— Directions for this task —
List every line in this data where the string "Include" occurs.

Saved data entries:
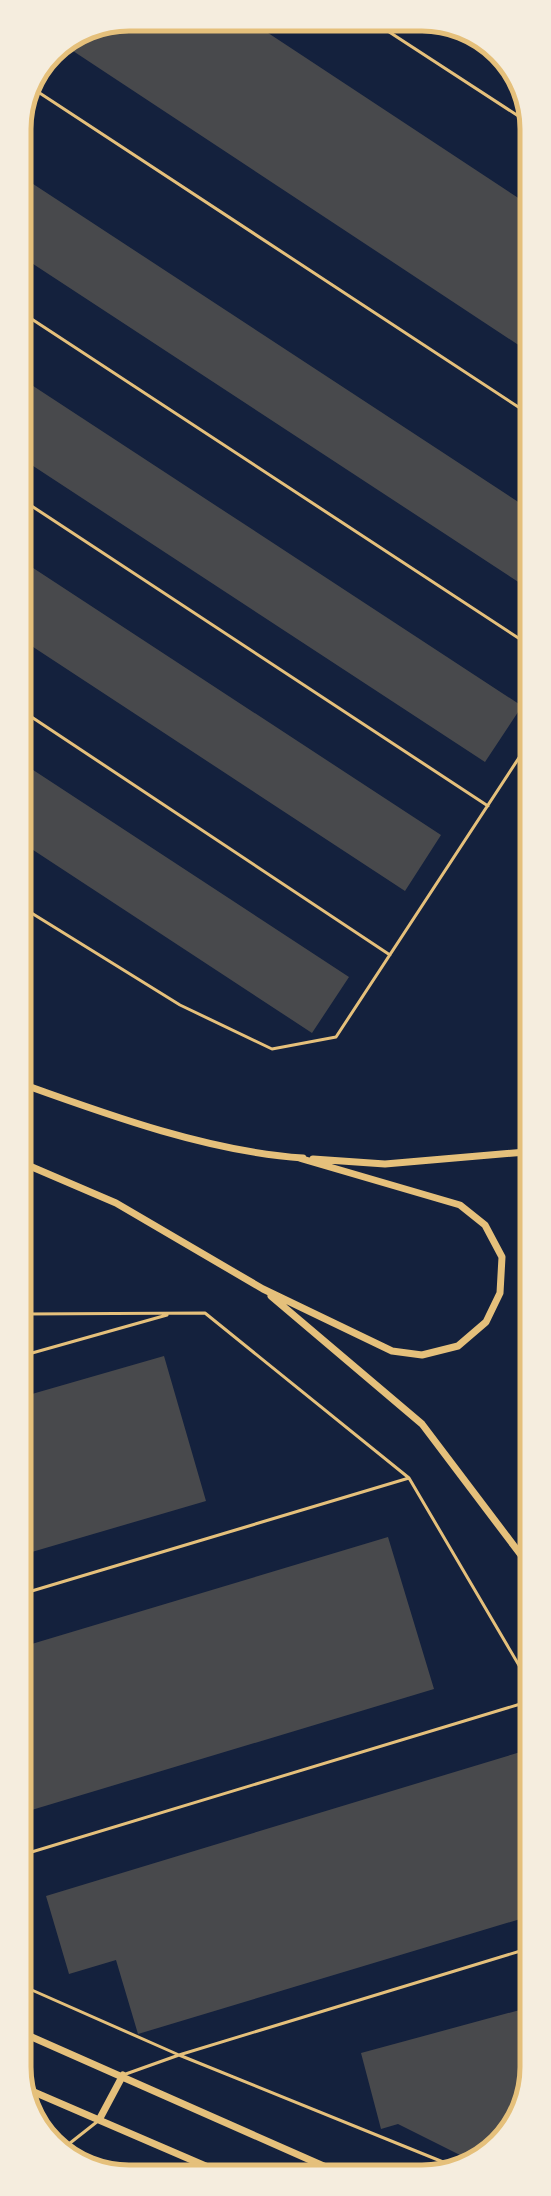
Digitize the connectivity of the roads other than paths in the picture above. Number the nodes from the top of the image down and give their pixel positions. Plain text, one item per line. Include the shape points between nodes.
1 (388, 31) edge
2 (38, 92) edge
3 (519, 116) edge
4 (31, 319) edge
5 (520, 408) edge
6 (31, 506) edge
7 (520, 639) edge
8 (31, 717) edge
9 (520, 756) edge
10 (488, 806) junction
11 (31, 913) edge
12 (390, 955) junction
13 (31, 1087) edge
14 (520, 1153) edge
15 (299, 1158) junction
16 (31, 1167) edge
17 (263, 1290) junction
18 (31, 1314) edge
19 (171, 1314) junction
20 (31, 1352) edge
21 (409, 1478) junction
22 (520, 1554) edge
23 (31, 1591) edge
24 (520, 1667) edge
25 (520, 1704) edge
26 (31, 1852) edge
27 (520, 1951) edge
28 (31, 1990) edge
29 (31, 2037) edge
30 (179, 2055) junction
31 (123, 2075) junction
32 (34, 2092) edge
33 (99, 2120) junction
34 (68, 2144) edge
35 (444, 2162) edge
36 (203, 2165) edge
37 (323, 2165) edge

1 - 3 lane
2 - 5 lane
4 - 7 lane
6 - 10 lane
8 - 12 lane
9 - 10 lane
10 - 12 lane
11 - 12 lane via 180,1004 272,1049 336,1037
13 - 15 street via 90,1108 212,1144
14 - 15 street via 385,1164
15 - 17 street via 460,1205 485,1225 502,1257 500,1293 486,1322 458,1346 422,1355 392,1351
16 - 17 street via 116,1203
17 - 22 street via 422,1424
18 - 19 lane
19 - 20 lane
19 - 21 lane via 205,1314
21 - 23 lane
21 - 24 lane
25 - 26 lane
27 - 30 lane
28 - 30 lane
29 - 31 street
30 - 31 lane
30 - 35 lane
31 - 33 street
31 - 37 street
32 - 33 street
33 - 34 lane
33 - 36 street

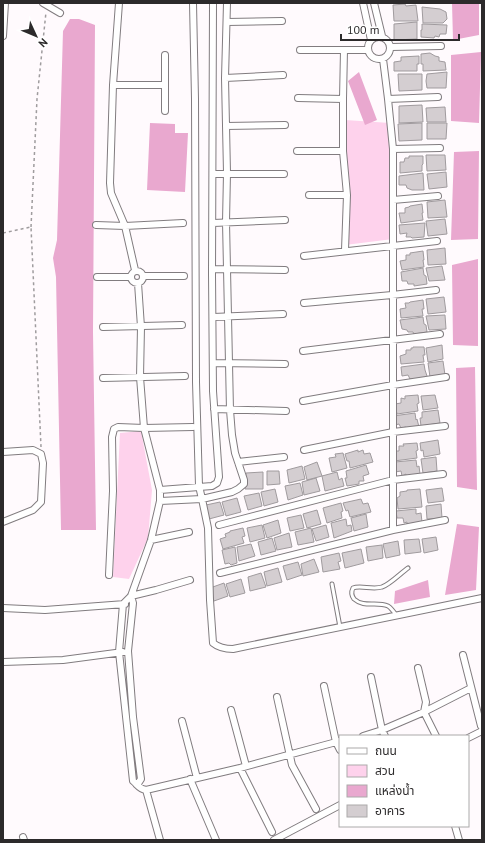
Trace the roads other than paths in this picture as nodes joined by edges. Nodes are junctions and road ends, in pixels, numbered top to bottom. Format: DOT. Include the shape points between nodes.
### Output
graph roads {
  1 [pos="5,3"];
  2 [pos="119,3"];
  3 [pos="191,3"];
  4 [pos="213,3"];
  5 [pos="227,3"];
  6 [pos="363,3"];
  7 [pos="374,3"];
  8 [pos="45,5"];
  9 [pos="60,13"];
  10 [pos="282,21"];
  11 [pos="227,22"];
  12 [pos="3,36"];
  13 [pos="382,36"];
  14 [pos="371,40"];
  15 [pos="441,46"];
  16 [pos="391,47"];
  17 [pos="300,50"];
  18 [pos="344,50"];
  19 [pos="368,50"];
  20 [pos="165,56"];
  21 [pos="383,59"];
  22 [pos="283,75"];
  23 [pos="225,78"];
  24 [pos="113,85"];
  25 [pos="165,85"];
  26 [pos="438,97"];
  27 [pos="298,98"];
  28 [pos="343,99"];
  29 [pos="388,99"];
  30 [pos="164,111"];
  31 [pos="285,124"];
  32 [pos="226,126"];
  33 [pos="440,148"];
  34 [pos="392,149"];
  35 [pos="343,150"];
  36 [pos="297,151"];
  37 [pos="227,173"];
  38 [pos="213,174"];
  39 [pos="284,174"];
  40 [pos="309,195"];
  41 [pos="347,195"];
  42 [pos="438,196"];
  43 [pos="393,200"];
  44 [pos="285,220"];
  45 [pos="226,222"];
  46 [pos="182,223"];
  47 [pos="213,224"];
  48 [pos="96,225"];
  49 [pos="125,226"];
  50 [pos="437,241"];
  51 [pos="392,245"];
  52 [pos="345,250"];
  53 [pos="304,256"];
  54 [pos="212,269"];
  55 [pos="228,269"];
  56 [pos="135,270"];
  57 [pos="285,270"];
  58 [pos="143,276"];
  59 [pos="184,276"];
  60 [pos="97,277"];
  61 [pos="130,277"];
  62 [pos="138,283"];
  63 [pos="436,290"];
  64 [pos="392,296"];
  65 [pos="304,303"];
  66 [pos="283,314"];
  67 [pos="213,316"];
  68 [pos="228,316"];
  69 [pos="182,325"];
  70 [pos="140,326"];
  71 [pos="103,327"];
  72 [pos="440,334"];
  73 [pos="393,339"];
  74 [pos="303,351"];
  75 [pos="213,363"];
  76 [pos="229,363"];
  77 [pos="285,364"];
  78 [pos="184,376"];
  79 [pos="140,377"];
  80 [pos="446,377"];
  81 [pos="103,378"];
  82 [pos="393,385"];
  83 [pos="304,401"];
  84 [pos="214,409"];
  85 [pos="230,410"];
  86 [pos="286,411"];
  87 [pos="445,426"];
  88 [pos="193,427"];
  89 [pos="144,428"];
  90 [pos="393,432"];
  91 [pos="304,450"];
  92 [pos="3,452"];
  93 [pos="284,457"];
  94 [pos="238,462"];
  95 [pos="443,474"];
  96 [pos="393,480"];
  97 [pos="199,486"];
  98 [pos="160,490"];
  99 [pos="202,499"];
  100 [pos="160,501"];
  101 [pos="445,520"];
  102 [pos="3,522"];
  103 [pos="219,524"];
  104 [pos="393,530"];
  105 [pos="189,532"];
  106 [pos="151,540"];
  107 [pos="408,568"];
  108 [pos="220,573"];
  109 [pos="110,575"];
  110 [pos="190,580"];
  111 [pos="332,584"];
  112 [pos="482,598"];
  113 [pos="132,599"];
  114 [pos="123,604"];
  115 [pos="3,608"];
  116 [pos="396,615"];
  117 [pos="340,627"];
  118 [pos="128,651"];
  119 [pos="119,652"];
  120 [pos="463,655"];
  121 [pos="3,662"];
  122 [pos="418,668"];
  123 [pos="371,677"];
  124 [pos="324,686"];
  125 [pos="471,688"];
  126 [pos="277,697"];
  127 [pos="231,710"];
  128 [pos="424,712"];
  129 [pos="182,721"];
  130 [pos="482,728"];
  131 [pos="384,733"];
  132 [pos="370,735"];
  133 [pos="436,735"];
  134 [pos="469,737"];
  135 [pos="338,742"];
  136 [pos="290,754"];
  137 [pos="243,767"];
  138 [pos="198,778"];
  139 [pos="190,779"];
  140 [pos="138,785"];
  141 [pos="146,790"];
  142 [pos="339,806"];
  143 [pos="316,809"];
  144 [pos="455,827"];
  145 [pos="272,832"];
  146 [pos="160,840"];
  147 [pos="216,840"];
  148 [pos="274,840"];
  149 [pos="459,840"];
  1 -- 12 [label="street"];
  2 -- 24 [label="street"];
  3 -- 97 [label="street" via="195,99"];
  4 -- 38 [label="street"];
  5 -- 11 [label="street"];
  6 -- 14 [label="street"];
  7 -- 13 [label="street"];
  8 -- 9 [label="street"];
  10 -- 11 [label="street"];
  11 -- 23 [label="street"];
  13 -- 14 [label="street"];
  13 -- 16 [label="street" via="388,40"];
  14 -- 19 [label="street"];
  15 -- 16 [label="street"];
  16 -- 21 [label="street" via="389,54"];
  17 -- 18 [label="street"];
  18 -- 19 [label="street"];
  18 -- 28 [label="street"];
  19 -- 21 [label="street" via="372,56"];
  20 -- 25 [label="street"];
  21 -- 29 [label="street"];
  22 -- 23 [label="street"];
  23 -- 32 [label="street"];
  24 -- 25 [label="street"];
  24 -- 49 [label="street" via="110,183 111,193"];
  25 -- 30 [label="street"];
  26 -- 29 [label="street"];
  27 -- 28 [label="street"];
  28 -- 35 [label="street"];
  29 -- 34 [label="street"];
  31 -- 32 [label="street"];
  32 -- 37 [label="street"];
  33 -- 34 [label="street"];
  34 -- 43 [label="street"];
  35 -- 36 [label="street"];
  35 -- 41 [label="street"];
  37 -- 38 [label="street"];
  37 -- 39 [label="street"];
  37 -- 45 [label="street"];
  38 -- 47 [label="street"];
  40 -- 41 [label="street"];
  41 -- 52 [label="street"];
  42 -- 43 [label="street"];
  43 -- 51 [label="street"];
  44 -- 45 [label="street"];
  45 -- 47 [label="street"];
  45 -- 55 [label="street"];
  46 -- 49 [label="street"];
  47 -- 54 [label="street"];
  48 -- 49 [label="street"];
  49 -- 56 [label="street"];
  50 -- 51 [label="street"];
  51 -- 52 [label="street"];
  51 -- 64 [label="street"];
  52 -- 53 [label="street"];
  54 -- 55 [label="street"];
  54 -- 67 [label="street"];
  55 -- 57 [label="street"];
  55 -- 68 [label="street"];
  56 -- 58 [label="street" via="140,271"];
  56 -- 61 [label="street"];
  58 -- 59 [label="street"];
  58 -- 62 [label="street"];
  60 -- 61 [label="street"];
  61 -- 62 [label="street" via="133,282"];
  62 -- 70 [label="street"];
  63 -- 64 [label="street"];
  64 -- 65 [label="street"];
  64 -- 73 [label="street"];
  66 -- 68 [label="street"];
  67 -- 68 [label="street"];
  67 -- 75 [label="street"];
  68 -- 76 [label="street"];
  69 -- 70 [label="street"];
  70 -- 71 [label="street"];
  70 -- 79 [label="street"];
  72 -- 73 [label="street"];
  73 -- 74 [label="street"];
  73 -- 82 [label="street"];
  75 -- 76 [label="street"];
  75 -- 84 [label="street"];
  76 -- 77 [label="street"];
  76 -- 85 [label="street"];
  78 -- 79 [label="street"];
  79 -- 81 [label="street"];
  79 -- 89 [label="street"];
  80 -- 82 [label="street"];
  82 -- 83 [label="street"];
  82 -- 90 [label="street"];
  84 -- 85 [label="street"];
  84 -- 97 [label="street" via="219,477 217,483 212,486"];
  85 -- 86 [label="street"];
  85 -- 94 [label="street"];
  87 -- 90 [label="street"];
  88 -- 89 [label="street"];
  89 -- 98 [label="street"];
  89 -- 109 [label="street" via="118,427 114,429 112,437"];
  90 -- 91 [label="street"];
  90 -- 96 [label="street"];
  92 -- 102 [label="street" via="33,450 41,454 43,463 41,502 34,510"];
  93 -- 94 [label="street"];
  94 -- 99 [label="street" via="244,484 232,492"];
  95 -- 96 [label="street"];
  96 -- 103 [label="street"];
  96 -- 104 [label="street"];
  97 -- 98 [label="street"];
  97 -- 99 [label="street"];
  98 -- 100 [label="street"];
  99 -- 100 [label="street"];
  99 -- 117 [label="street" via="208,528 213,643 233,650"];
  100 -- 106 [label="street"];
  101 -- 104 [label="street"];
  104 -- 108 [label="street"];
  105 -- 106 [label="street"];
  106 -- 113 [label="street"];
  107 -- 116 [label="lane" via="383,587 356,586 351,592 361,604 388,606"];
  110 -- 113 [label="street"];
  111 -- 117 [label="lane"];
  112 -- 116 [label="street"];
  113 -- 114 [label="street"];
  113 -- 118 [label="street"];
  114 -- 115 [label="street" via="45,610"];
  114 -- 119 [label="street"];
  116 -- 117 [label="street"];
  118 -- 119 [label="street"];
  118 -- 140 [label="street" via="132,717 141,778"];
  119 -- 121 [label="street" via="63,660"];
  119 -- 140 [label="street" via="133,781"];
  120 -- 125 [label="street"];
  122 -- 128 [label="street" via="426,702"];
  123 -- 131 [label="street"];
  124 -- 135 [label="street"];
  125 -- 128 [label="street"];
  125 -- 130 [label="street"];
  126 -- 136 [label="street"];
  127 -- 137 [label="street"];
  128 -- 131 [label="street"];
  128 -- 133 [label="street"];
  129 -- 138 [label="street"];
  130 -- 134 [label="street"];
  131 -- 132 [label="street"];
  135 -- 136 [label="street"];
  136 -- 137 [label="street"];
  136 -- 143 [label="street" via="292,765"];
  137 -- 138 [label="street"];
  137 -- 145 [label="street"];
  138 -- 139 [label="street"];
  139 -- 141 [label="street"];
  139 -- 147 [label="street"];
  140 -- 141 [label="street"];
  141 -- 146 [label="street"];
  142 -- 148 [label="street"];
  144 -- 149 [label="street"];
}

— Exercise output —
Digitize the connectivity of the roads other than paths in the picture above. Number the nodes from the top of the image down and give their pixel positions. Plain text, one item per line. Include the shape points between nodes.
Trace the roads other than paths in this picture as nodes joined by edges. Nodes are junctions and road ends, in pixels, numbered top to bottom. Format: DOT. Include the shape points between nodes.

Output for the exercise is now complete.